Created on 05-26-2017 11:44 AM - edited 09-16-2022 04:40 AM
Hi,
We have a small 6 node cluster with 3 masters (2 HA and 1 with CM services) and 3 data nodes. All nodes have 16 cores and 128GB RAM. Each data node have 6 SSD disks with 2TB each for HDFS, so 12TB per node and 36TB in total.
Currently in use is half of the HDFS space (18TB) and we also ingest around 100GB per day with Flume.
There is also a Spark transformation that operates on the newly ingested data on a schedule through Oozie, after which the data is stored into Impala tables.
Lastly there are clients that freuently queiry Impala for this data.
The problem is that the cluster speed is changing during the day, which means that at times the Spark transformation finishes in minutes (5 to 10) but at other times it takes between 20-60 minutes, which is a problem for us.
We've done tests and saw that the same Spark tranformation finishes in different times even when ran on the same amount of data. We also don't see heavy load on CPU/Mem/DISK IO and Network which would have indicated a possible bottleneck.
There was also performance tuning done on the cluster which speed up the overal Spark transformation from 20 mins initially to around 5. This included adjusting blocksize, Flume file size, HDFS balancer settings, memory heaps and yarn limits. However as said the problem is that the speed is not constant but varies during the different executions.
Could it be that we have hit the speed limits given the amount of data we have?
It our cluster too small to handle such data or is Hadoop just meant to be slow?
Why is the transformation taking longer time, when we are not seeing any saturation of system resources (i.e. hardware is not fully utilized)?
There aren't any errors in Cloudera Manager and we are also running CDH 5.10.1-1.cdh5.10.1.p0.10 express.
Created on 06-02-2017 12:56 AM - edited 06-02-2017 12:57 AM
So we shutdown the cluster in order to upgrade the network cards to 10Gbit on all machines. It worked flawlessly after the cluster came back up again. The same transformation is now taking around 5 mins every time and the load on the cluster is mild.
Not sure if the mismatch in network speeds between the nodes or some sort of a lumbo state that the cluster was in was the problem. Maybe it was even a combination of those two. Now it works as expected.

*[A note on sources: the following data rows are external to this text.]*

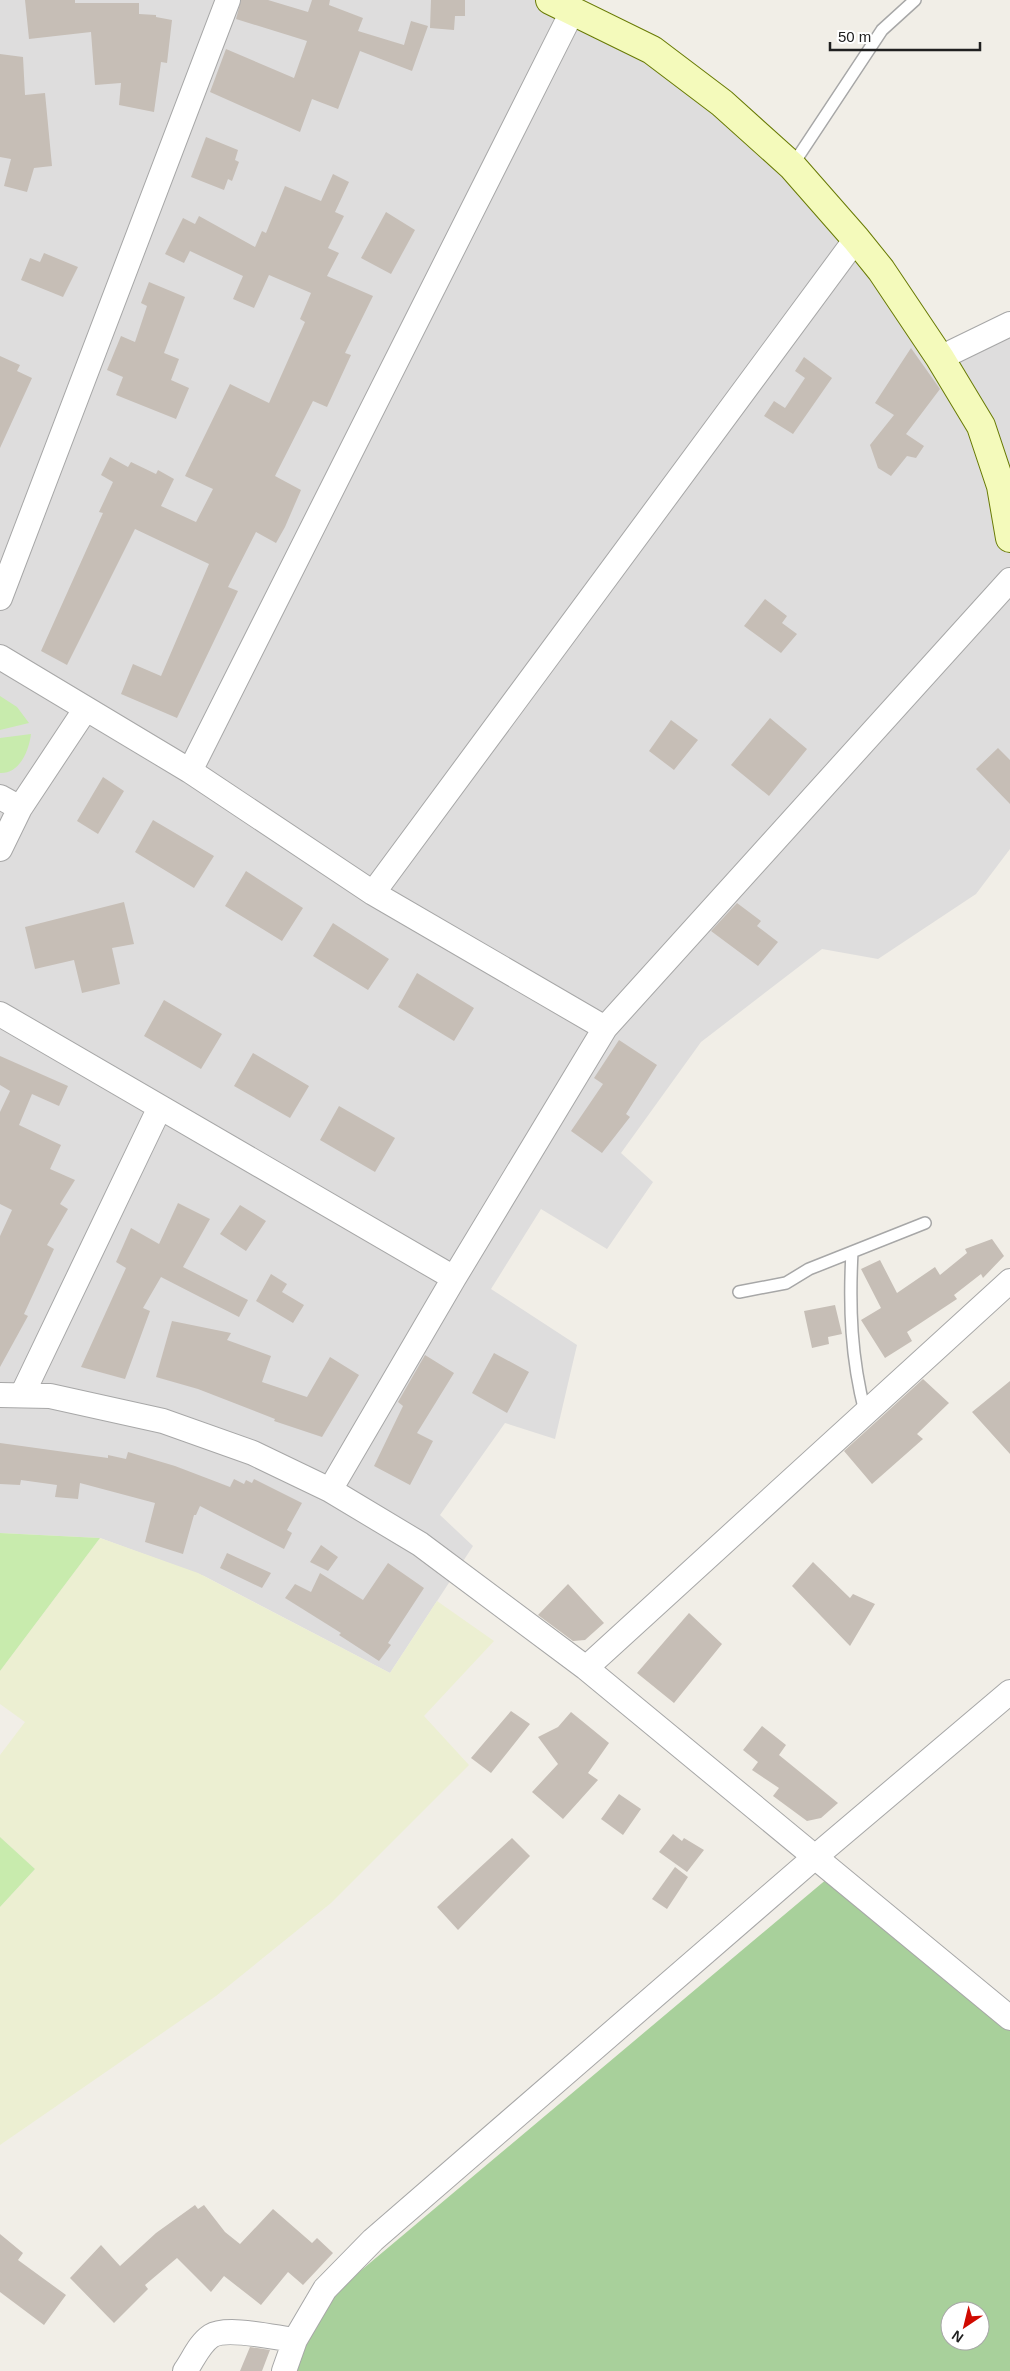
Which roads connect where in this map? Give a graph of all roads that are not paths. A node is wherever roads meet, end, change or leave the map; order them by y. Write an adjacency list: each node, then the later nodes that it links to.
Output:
1 (228, 0): 10 (street)
2 (915, 0): 4 (lane)
3 (561, 5): 4 (street); 13 (street)
4 (792, 166): 5 (street)
5 (856, 239): 7 (street); 16 (street)
6 (1010, 324): 7 (street)
7 (940, 358): 8 (street)
8 (1010, 538)
9 (1010, 580): 18 (street)
10 (0, 598)
11 (0, 657): 12 (street)
12 (85, 710): 13 (street); 14 (street)
13 (190, 771): 16 (street)
14 (10, 803): 15 (street)
15 (0, 849)
16 (373, 893): 18 (street)
17 (0, 1014): 19 (street)
18 (605, 1028): 22 (street)
19 (160, 1107): 22 (street); 25 (street)
20 (925, 1223): 21 (lane)
21 (852, 1252): 24 (lane); 26 (lane)
22 (454, 1278): 27 (street)
23 (1010, 1281): 26 (street)
24 (739, 1292)
25 (11, 1395): 27 (street)
26 (865, 1412): 28 (street)
27 (330, 1490): 28 (street)
28 (586, 1668): 30 (street)
29 (1010, 1692): 30 (street)
30 (815, 1857): 31 (street); 32 (street)
31 (1010, 2018)
32 (296, 2340): 33 (street); 34 (street)
33 (186, 2371)
34 (284, 2371)

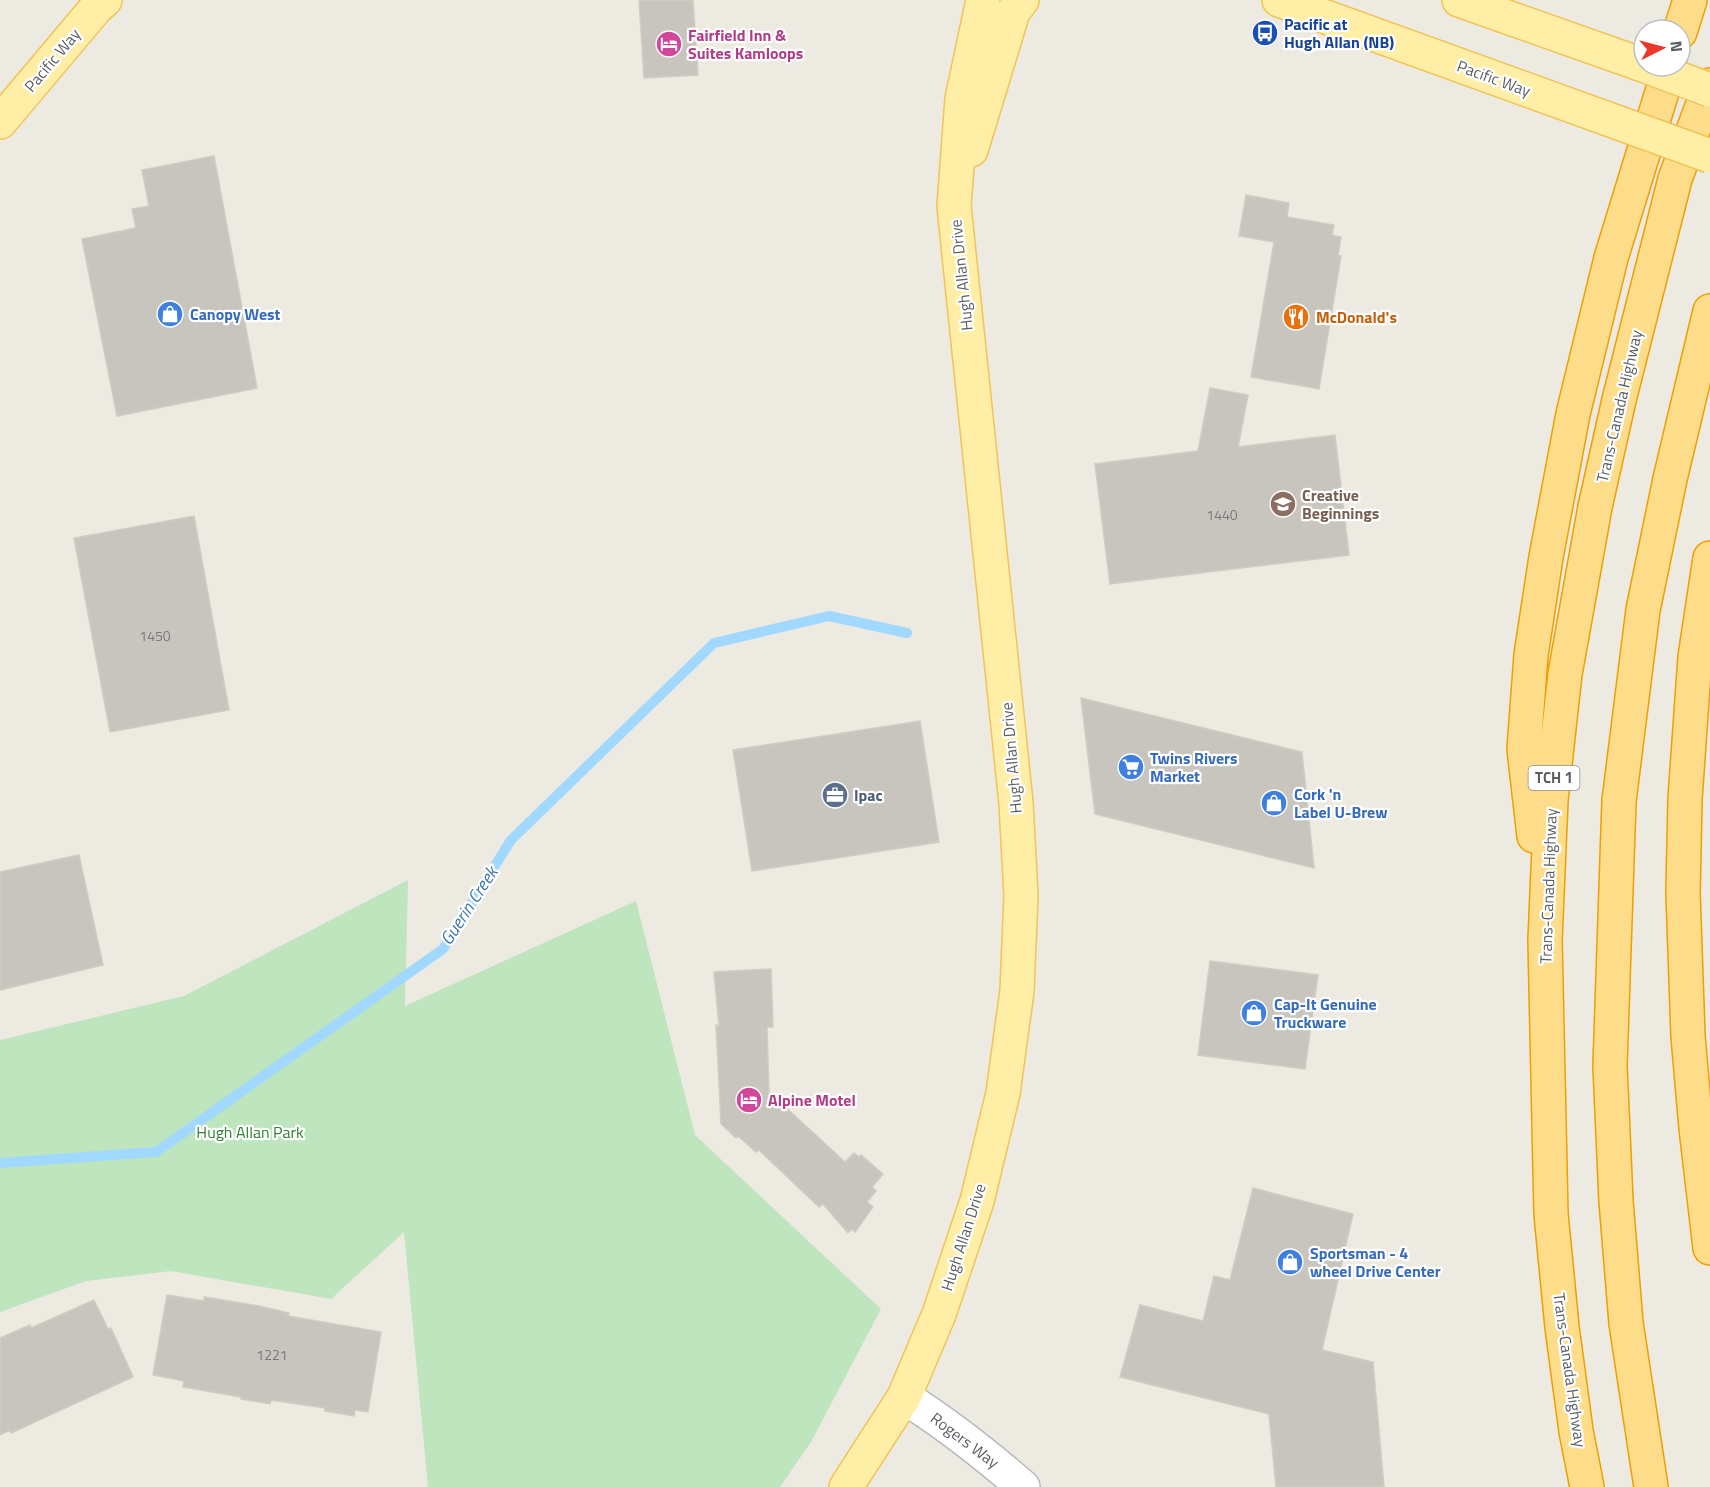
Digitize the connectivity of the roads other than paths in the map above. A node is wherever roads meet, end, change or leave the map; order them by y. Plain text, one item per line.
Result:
1 (105, 0) edge
2 (983, 0) edge
3 (1022, 0) edge
4 (1279, 0) edge
5 (1459, 0) edge
6 (1690, 0) edge
7 (1684, 18) edge
8 (1632, 57) edge
9 (1652, 78) edge
10 (1688, 78) edge
11 (1710, 87) edge
12 (0, 122) edge
13 (1710, 156) edge
14 (954, 206) junction
15 (1710, 310) edge
16 (1710, 558) edge
17 (1545, 940) junction
18 (1710, 1248) edge
19 (904, 1397) junction
20 (846, 1487) edge
21 (1023, 1487) edge
22 (1587, 1487) edge
23 (1651, 1487) edge

1 - 12 main road, Pacific Way
2 - 14 main road, Hugh Allan Drive
3 - 14 main road
4 - 13 main road, Pacific Way, bridge
5 - 8 main road
6 - 7 highway
9 - 17 highway
10 - 11 main road, bridge
11 - 17 highway, Trans-Canada Highway / TCH 1
14 - 19 main road, Hugh Allan Drive
15 - 23 highway
16 - 18 highway
17 - 22 highway, Trans-Canada Highway / TCH 1
19 - 20 main road, Hugh Allan Drive
19 - 21 street, Rogers Way

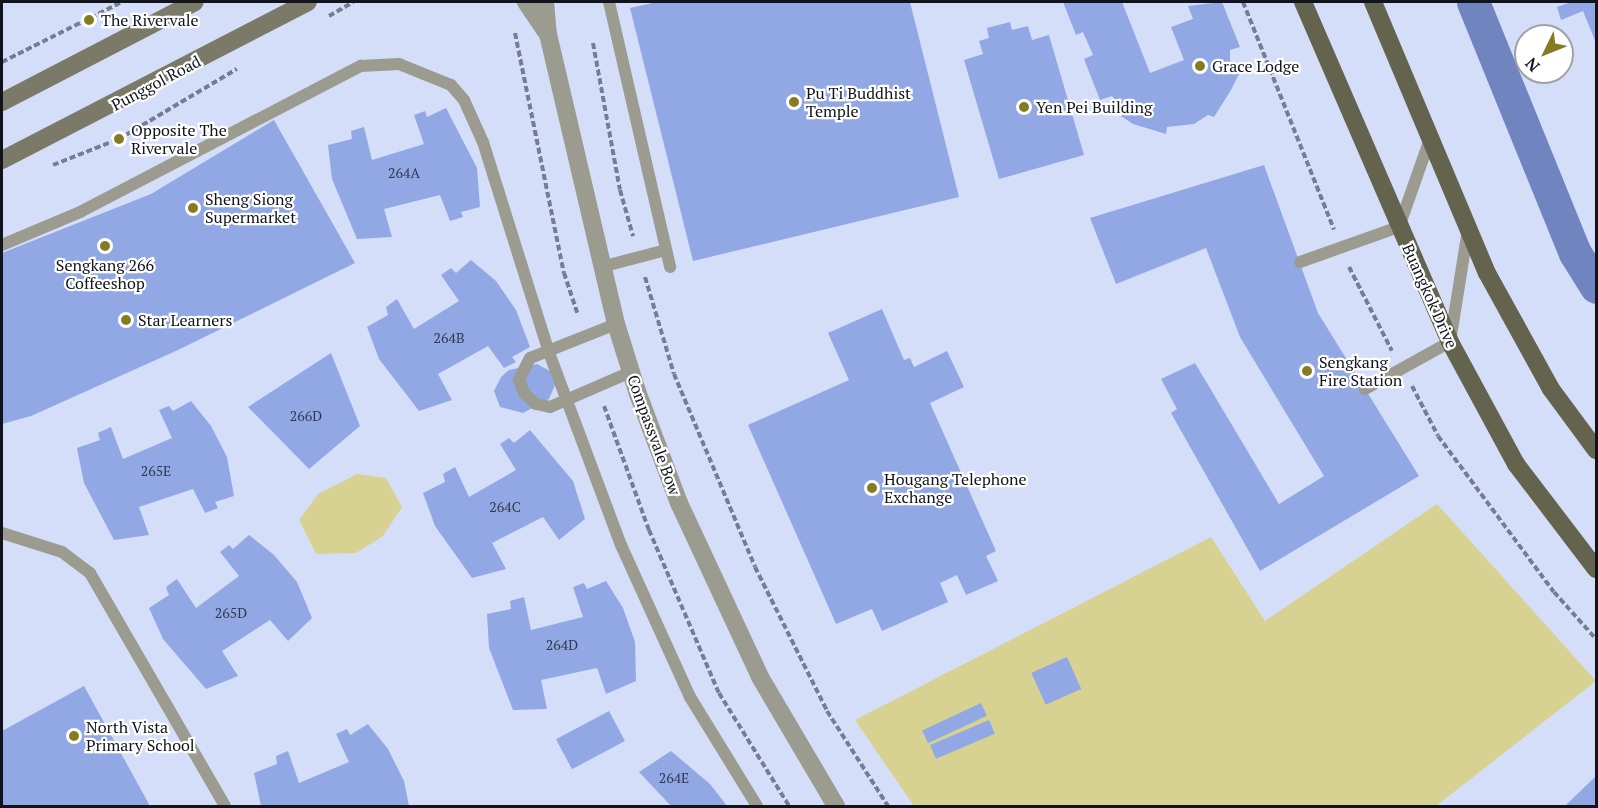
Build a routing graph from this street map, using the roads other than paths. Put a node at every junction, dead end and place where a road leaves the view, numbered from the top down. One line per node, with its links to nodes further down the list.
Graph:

Thanks for the help @mbigelow
Created 05-26-2017 12:32 PM
Have you examined the job metrics in depth? Where is it spending more time? On a specific stage? All stages? I know you mentioned it operating on the same amount of data. It can still end up shuffling more data around. Is it? Is it spending more time in GC? That should help narrow down where on the cluster you should be looking.
You just call it a Spark transformation but what is done; just the high level work down during each stage. What services does it interact with. i.e. is it just reading and writing to HDFS?
Created 05-26-2017 01:11 PM
Created 05-29-2017 05:17 AM
We assume two reasons for the jobs being slow:
1: HDFS write being slow (we got the errors posted below).
2: The spark executor are lost from the driver due HEARTBEAT timeouts.
What could be the reason for these errors?
Aöso note that due to network upgrades we currently have 10Gbit between two of the nodes, but only 1Gbit between the rest. Could this be playing any role?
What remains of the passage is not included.